A few weeks ago I participated in a round of interviews for an open position on our Customer Success Team. I conducted my portion of the interview with my teammate Bill. I always like listening to Bill - he has wonderful insights, and asks great questions. I truly appreciated one question he asked in the interview: “Is the customer always right?” Fortunately, not one of the candidates answered “Yes.”

Wait - What? You work for a company dedicated to supporting the cusotmer - why would you say that the customer isn’t always right?
Because they aren’t, and that saying is stupid, anyway.

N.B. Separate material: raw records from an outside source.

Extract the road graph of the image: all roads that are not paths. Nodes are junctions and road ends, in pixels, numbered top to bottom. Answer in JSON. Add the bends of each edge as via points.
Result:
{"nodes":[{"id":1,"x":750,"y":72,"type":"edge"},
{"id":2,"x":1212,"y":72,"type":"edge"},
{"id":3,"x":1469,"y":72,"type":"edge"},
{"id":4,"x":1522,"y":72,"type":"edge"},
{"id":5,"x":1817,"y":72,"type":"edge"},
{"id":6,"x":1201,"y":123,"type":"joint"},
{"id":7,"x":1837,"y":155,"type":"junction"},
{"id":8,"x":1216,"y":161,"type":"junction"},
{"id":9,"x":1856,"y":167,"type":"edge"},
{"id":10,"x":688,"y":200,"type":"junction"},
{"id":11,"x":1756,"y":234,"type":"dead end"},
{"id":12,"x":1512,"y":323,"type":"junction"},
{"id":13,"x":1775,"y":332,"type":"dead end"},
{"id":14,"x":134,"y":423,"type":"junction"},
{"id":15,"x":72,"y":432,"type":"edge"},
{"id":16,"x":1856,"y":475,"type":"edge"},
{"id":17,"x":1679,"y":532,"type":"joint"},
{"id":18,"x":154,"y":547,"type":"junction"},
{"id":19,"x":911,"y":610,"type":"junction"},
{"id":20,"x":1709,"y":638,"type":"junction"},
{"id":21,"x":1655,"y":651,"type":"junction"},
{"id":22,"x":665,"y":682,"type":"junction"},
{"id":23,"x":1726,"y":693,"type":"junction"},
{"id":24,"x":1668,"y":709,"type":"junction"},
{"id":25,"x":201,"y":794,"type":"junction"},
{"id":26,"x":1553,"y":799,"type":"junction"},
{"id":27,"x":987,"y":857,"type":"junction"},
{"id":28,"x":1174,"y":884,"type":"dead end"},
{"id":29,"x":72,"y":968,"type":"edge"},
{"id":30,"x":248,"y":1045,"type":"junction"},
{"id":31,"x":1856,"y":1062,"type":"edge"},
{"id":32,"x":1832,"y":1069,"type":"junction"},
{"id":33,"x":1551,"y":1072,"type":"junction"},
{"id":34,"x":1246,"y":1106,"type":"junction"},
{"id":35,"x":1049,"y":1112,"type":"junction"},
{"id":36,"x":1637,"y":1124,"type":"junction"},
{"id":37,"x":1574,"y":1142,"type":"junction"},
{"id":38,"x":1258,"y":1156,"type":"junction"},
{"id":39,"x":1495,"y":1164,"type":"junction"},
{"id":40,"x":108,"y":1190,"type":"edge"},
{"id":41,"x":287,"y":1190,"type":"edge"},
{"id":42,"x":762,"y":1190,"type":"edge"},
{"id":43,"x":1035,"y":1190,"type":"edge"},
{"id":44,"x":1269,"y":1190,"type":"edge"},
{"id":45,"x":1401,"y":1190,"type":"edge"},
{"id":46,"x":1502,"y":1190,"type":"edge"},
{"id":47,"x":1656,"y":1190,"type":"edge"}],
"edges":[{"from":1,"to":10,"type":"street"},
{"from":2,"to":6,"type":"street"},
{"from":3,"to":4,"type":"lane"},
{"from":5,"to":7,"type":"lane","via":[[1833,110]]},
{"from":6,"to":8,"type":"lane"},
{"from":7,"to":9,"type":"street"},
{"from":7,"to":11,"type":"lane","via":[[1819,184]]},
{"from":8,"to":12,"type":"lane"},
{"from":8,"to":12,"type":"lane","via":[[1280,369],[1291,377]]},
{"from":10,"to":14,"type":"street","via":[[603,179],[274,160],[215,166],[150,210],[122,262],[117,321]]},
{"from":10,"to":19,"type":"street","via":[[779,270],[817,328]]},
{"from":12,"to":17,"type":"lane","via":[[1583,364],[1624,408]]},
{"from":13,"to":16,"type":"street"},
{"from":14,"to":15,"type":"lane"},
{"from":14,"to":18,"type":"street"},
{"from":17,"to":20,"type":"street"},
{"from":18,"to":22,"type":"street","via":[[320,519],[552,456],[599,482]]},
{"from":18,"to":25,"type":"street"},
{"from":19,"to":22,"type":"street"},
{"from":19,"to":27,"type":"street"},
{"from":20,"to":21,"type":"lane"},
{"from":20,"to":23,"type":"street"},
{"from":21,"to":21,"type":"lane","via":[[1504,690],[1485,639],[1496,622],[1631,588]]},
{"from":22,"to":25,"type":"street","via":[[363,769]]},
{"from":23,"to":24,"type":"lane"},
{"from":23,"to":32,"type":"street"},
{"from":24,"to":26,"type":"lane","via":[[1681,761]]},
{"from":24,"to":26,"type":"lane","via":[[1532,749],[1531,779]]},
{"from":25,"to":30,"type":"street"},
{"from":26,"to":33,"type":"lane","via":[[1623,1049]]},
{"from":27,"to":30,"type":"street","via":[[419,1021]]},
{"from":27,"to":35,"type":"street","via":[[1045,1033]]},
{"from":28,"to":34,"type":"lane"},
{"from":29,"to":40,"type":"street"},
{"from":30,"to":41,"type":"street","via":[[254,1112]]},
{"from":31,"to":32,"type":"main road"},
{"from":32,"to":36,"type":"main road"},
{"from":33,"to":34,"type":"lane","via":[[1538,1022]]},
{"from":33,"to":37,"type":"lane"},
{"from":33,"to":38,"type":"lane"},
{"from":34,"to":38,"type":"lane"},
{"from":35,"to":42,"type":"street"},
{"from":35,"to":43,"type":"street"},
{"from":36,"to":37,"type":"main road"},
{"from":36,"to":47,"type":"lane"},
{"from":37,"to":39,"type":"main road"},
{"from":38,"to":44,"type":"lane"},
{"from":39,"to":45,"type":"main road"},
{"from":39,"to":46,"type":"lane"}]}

If the customer was always right, I wouldn’t have a job. Fortunately, they’re often wrong. Specifically, we’re asking the customer the wrong questions. In customer support, we attempt to solve problems as quickly as possible, without making sure that we’re answering the real problem. - We end up with the right answer to the wrong question.

What Does Success Look Like?

This is the primary difference between Customer Support and Customer Success: Customer Success seeks to provide long-term, proactive guidance, while Customer Support is focused exclusively on answering the immediate question. Customer Support is Transactional; Customer Success is Proactive. Is customer support wrong? No. We need problem solvers. Forget the immediate question. Go straight to the real question: “What does success look like?”